■ WORK REQUIRED: Copy out, from the entries below, each line that holds the string "Left".

Pictured people or hands with joints

-- Opening Marker --

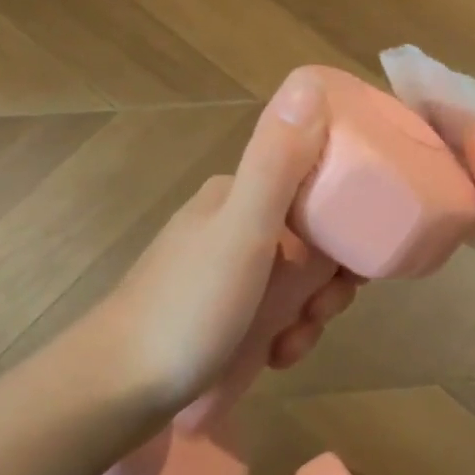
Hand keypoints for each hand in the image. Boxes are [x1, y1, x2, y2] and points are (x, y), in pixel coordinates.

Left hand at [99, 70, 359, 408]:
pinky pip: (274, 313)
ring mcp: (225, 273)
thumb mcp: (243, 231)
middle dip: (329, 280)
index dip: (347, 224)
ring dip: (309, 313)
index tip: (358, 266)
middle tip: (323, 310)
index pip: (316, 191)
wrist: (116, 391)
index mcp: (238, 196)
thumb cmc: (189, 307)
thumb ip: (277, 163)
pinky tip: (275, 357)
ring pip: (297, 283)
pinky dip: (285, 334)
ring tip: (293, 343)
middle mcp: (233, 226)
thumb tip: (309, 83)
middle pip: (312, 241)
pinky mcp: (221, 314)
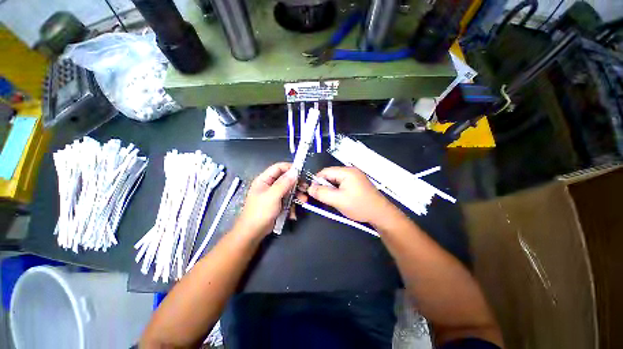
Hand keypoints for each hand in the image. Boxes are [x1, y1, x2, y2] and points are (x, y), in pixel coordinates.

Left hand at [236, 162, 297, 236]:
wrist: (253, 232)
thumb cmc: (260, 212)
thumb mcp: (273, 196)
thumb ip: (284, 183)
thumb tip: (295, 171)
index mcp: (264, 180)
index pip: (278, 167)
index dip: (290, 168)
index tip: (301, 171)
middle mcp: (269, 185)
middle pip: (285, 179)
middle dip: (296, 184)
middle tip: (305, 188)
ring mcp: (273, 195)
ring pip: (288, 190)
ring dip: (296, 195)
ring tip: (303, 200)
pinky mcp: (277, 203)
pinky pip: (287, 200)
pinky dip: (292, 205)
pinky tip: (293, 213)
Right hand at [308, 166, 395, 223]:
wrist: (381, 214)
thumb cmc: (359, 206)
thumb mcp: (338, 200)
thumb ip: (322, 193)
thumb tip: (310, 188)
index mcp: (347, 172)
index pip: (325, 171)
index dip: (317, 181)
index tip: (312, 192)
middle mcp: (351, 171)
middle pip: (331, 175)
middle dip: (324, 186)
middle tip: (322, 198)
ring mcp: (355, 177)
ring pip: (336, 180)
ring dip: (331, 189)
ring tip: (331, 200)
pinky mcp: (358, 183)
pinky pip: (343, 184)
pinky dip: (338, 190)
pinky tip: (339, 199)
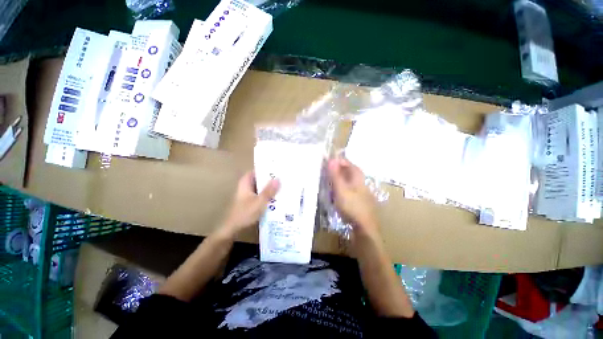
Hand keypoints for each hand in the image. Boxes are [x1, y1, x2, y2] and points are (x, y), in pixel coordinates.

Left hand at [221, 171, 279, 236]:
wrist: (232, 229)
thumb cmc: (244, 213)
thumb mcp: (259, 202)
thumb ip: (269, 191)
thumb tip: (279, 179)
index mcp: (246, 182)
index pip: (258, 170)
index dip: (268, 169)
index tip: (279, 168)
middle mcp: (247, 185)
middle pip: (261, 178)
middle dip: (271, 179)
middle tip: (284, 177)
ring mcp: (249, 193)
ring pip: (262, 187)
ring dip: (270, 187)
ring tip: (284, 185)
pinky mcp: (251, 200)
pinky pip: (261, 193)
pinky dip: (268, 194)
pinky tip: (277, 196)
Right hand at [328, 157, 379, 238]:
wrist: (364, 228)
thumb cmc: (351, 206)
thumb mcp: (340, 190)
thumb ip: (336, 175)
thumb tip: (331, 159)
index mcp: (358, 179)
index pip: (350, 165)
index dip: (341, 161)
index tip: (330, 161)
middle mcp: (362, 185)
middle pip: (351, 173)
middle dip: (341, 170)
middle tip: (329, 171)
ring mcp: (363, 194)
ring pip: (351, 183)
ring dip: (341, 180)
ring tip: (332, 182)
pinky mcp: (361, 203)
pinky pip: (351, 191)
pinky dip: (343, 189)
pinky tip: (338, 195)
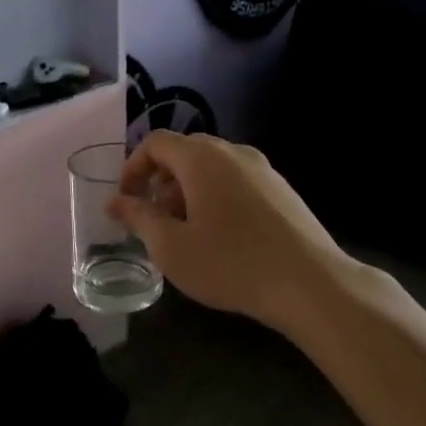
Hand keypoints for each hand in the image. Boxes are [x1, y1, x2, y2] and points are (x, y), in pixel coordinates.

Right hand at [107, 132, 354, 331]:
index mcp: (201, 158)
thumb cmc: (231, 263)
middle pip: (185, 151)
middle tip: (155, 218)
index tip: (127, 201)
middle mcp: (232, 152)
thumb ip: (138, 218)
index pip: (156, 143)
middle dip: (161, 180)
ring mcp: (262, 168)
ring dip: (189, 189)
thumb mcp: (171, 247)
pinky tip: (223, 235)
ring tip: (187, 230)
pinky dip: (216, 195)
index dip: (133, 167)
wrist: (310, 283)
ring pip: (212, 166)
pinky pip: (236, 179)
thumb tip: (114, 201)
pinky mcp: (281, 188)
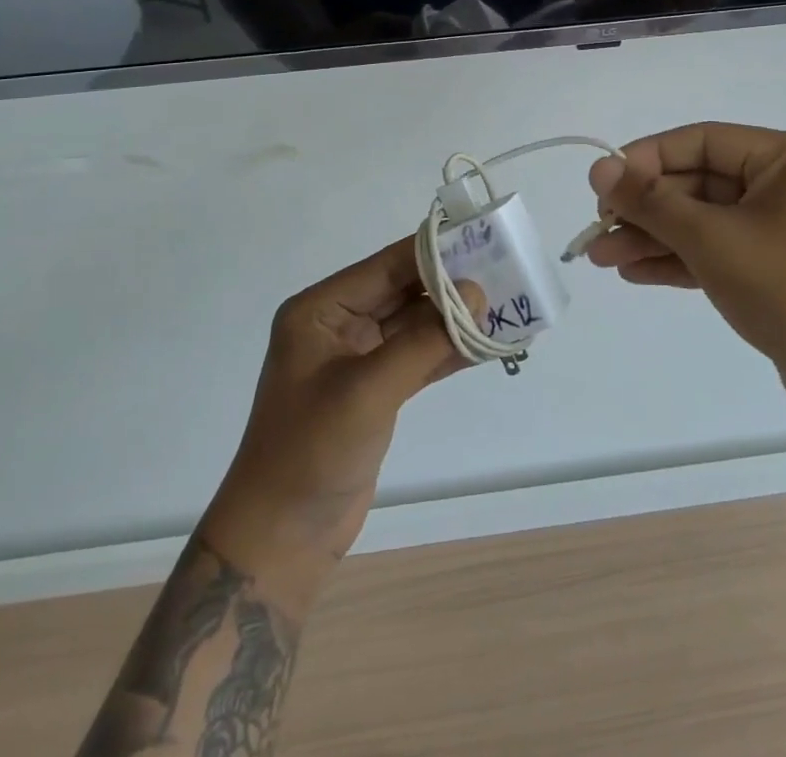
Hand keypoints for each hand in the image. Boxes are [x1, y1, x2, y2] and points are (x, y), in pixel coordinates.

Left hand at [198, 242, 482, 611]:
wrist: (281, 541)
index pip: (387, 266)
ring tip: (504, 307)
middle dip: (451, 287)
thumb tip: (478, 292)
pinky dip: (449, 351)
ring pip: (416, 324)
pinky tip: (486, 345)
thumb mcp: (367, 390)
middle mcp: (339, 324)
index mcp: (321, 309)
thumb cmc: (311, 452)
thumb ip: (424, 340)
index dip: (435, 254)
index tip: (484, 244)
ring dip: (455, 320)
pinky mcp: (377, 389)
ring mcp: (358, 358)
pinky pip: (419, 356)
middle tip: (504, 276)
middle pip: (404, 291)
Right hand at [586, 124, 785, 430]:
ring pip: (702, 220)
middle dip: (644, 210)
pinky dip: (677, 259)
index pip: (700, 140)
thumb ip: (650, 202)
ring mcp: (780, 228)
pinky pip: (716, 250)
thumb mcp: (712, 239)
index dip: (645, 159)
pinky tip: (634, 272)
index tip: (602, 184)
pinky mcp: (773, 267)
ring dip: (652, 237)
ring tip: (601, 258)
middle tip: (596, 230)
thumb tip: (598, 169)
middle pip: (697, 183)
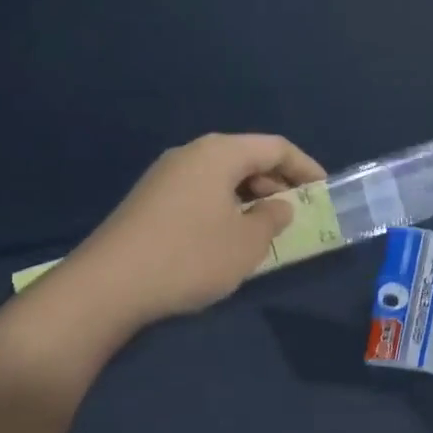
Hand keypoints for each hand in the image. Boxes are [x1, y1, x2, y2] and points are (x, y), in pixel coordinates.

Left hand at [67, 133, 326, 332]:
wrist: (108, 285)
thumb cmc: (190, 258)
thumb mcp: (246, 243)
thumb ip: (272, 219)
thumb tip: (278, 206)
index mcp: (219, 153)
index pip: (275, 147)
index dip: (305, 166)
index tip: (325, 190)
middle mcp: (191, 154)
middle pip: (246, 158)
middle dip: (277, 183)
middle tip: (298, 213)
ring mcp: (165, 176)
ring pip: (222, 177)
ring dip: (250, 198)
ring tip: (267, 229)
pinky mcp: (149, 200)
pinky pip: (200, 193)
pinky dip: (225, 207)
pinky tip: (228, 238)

-- Closing Marker --
-- Opening Marker --

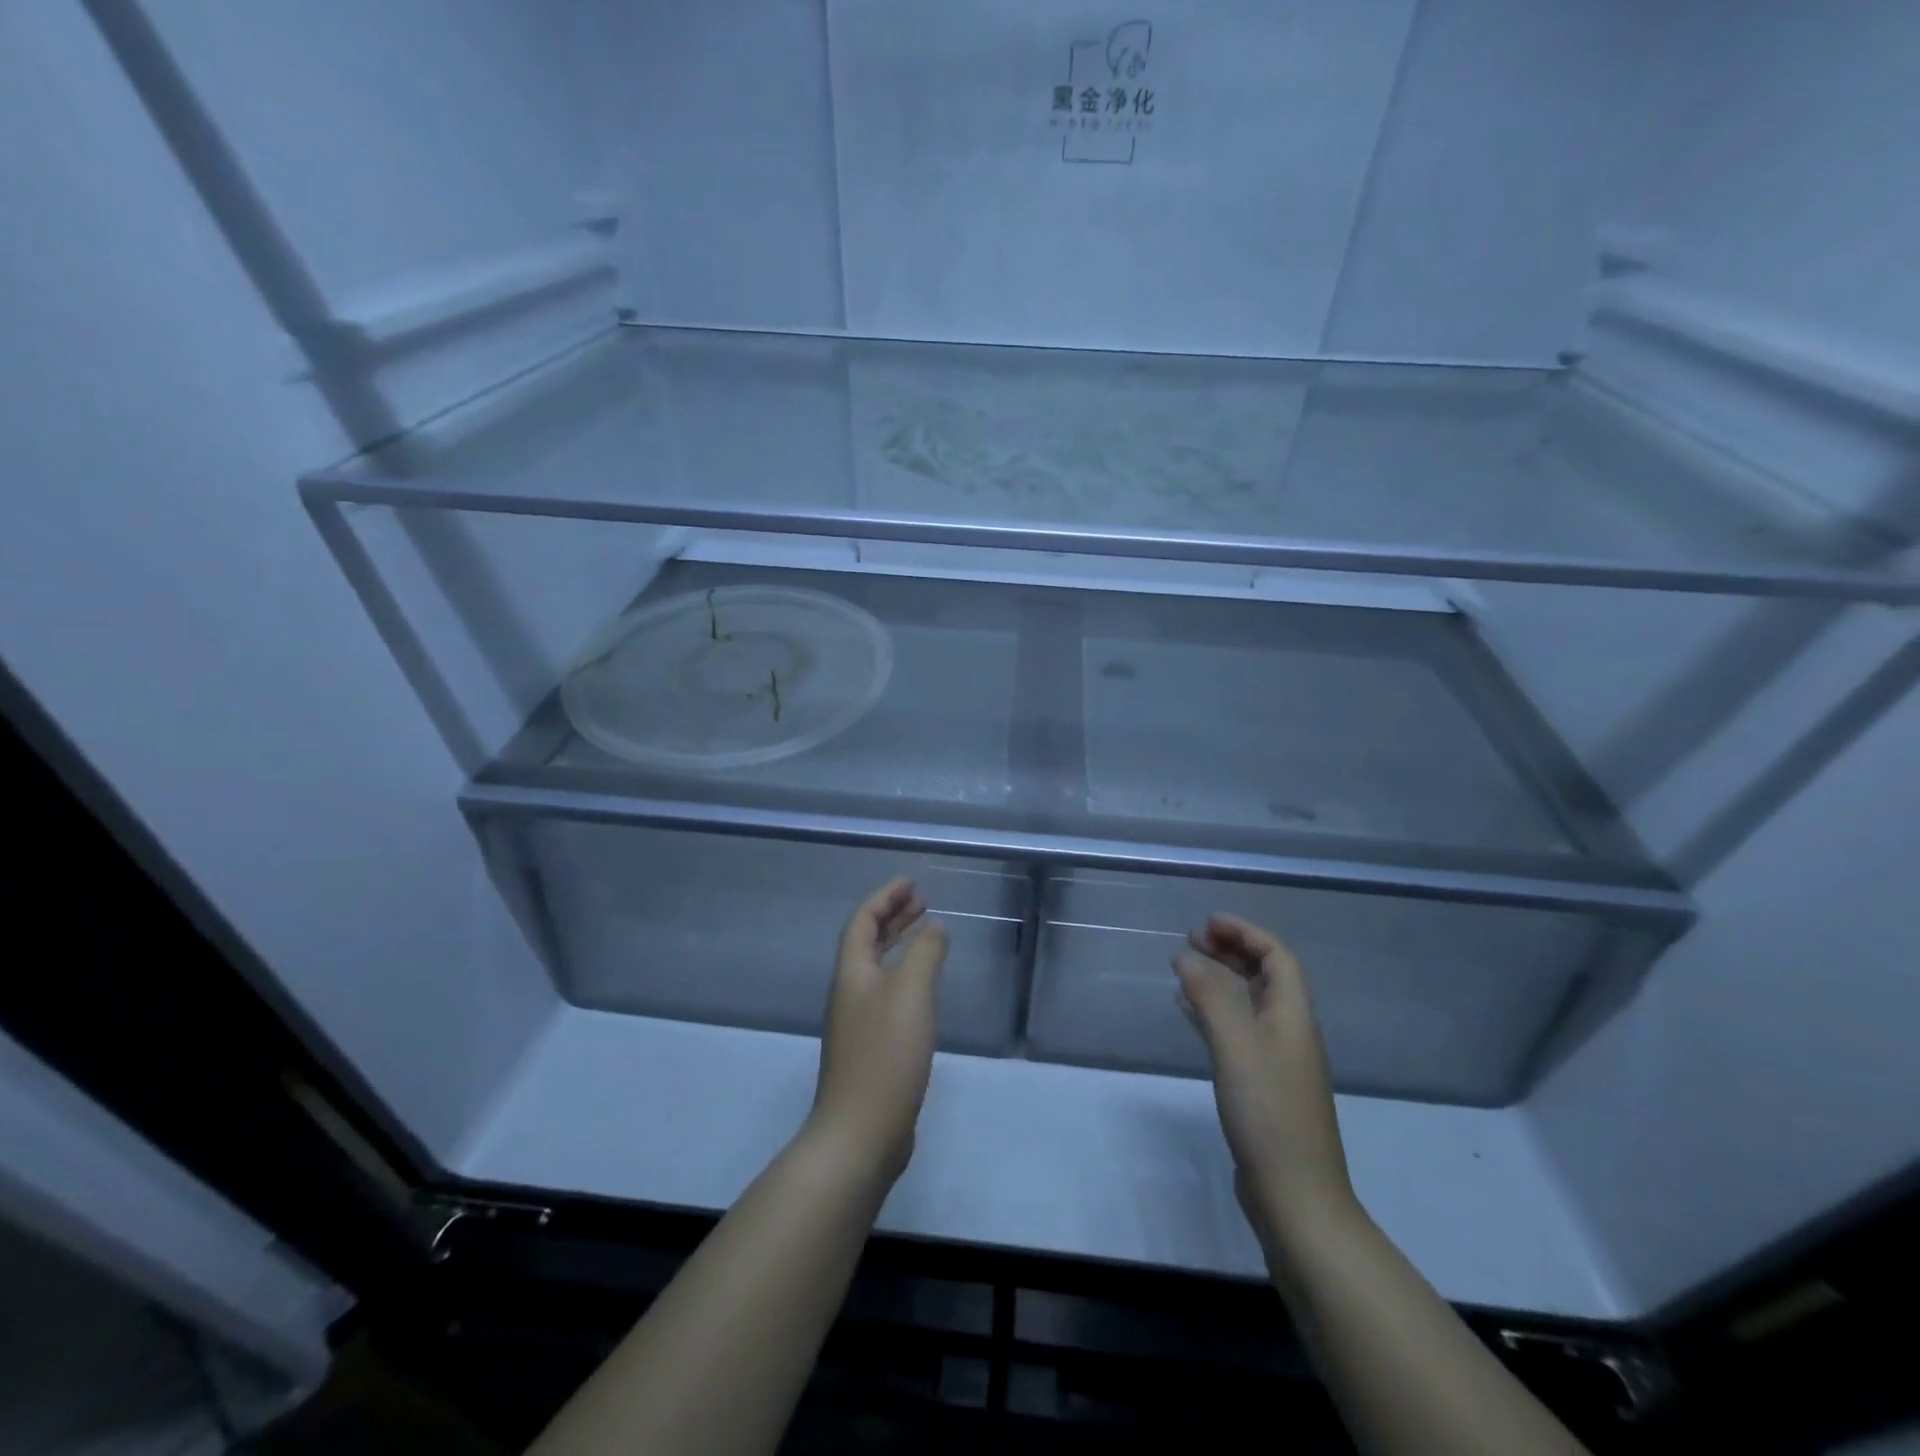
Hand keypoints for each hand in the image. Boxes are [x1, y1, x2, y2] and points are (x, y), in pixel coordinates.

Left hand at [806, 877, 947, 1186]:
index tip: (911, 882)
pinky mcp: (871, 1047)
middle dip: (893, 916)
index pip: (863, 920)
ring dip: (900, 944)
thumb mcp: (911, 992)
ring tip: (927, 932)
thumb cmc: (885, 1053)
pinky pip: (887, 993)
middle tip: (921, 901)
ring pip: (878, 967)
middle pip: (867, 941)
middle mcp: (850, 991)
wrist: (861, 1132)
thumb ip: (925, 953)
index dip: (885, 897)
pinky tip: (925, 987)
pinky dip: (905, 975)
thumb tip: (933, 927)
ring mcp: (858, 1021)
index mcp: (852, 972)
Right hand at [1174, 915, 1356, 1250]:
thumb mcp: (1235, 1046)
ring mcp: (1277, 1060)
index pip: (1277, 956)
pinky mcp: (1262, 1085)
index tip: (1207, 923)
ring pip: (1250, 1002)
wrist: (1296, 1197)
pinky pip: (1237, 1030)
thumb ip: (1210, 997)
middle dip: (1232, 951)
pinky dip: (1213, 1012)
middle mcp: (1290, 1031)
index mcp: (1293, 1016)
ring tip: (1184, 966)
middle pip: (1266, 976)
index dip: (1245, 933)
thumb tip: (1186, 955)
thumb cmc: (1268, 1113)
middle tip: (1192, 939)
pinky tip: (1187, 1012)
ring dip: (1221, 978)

-- Closing Marker --

■ EXERCISE OUTPUT:
Left hand at [99, 70, 359, 408]:
Left hand at [236, 162, 297, 236]:
Left hand at [221, 171, 279, 236]:
Left hand at [198, 242, 482, 611]:
Left hand at [67, 133, 326, 332]:
Left hand at [806, 877, 947, 1186]:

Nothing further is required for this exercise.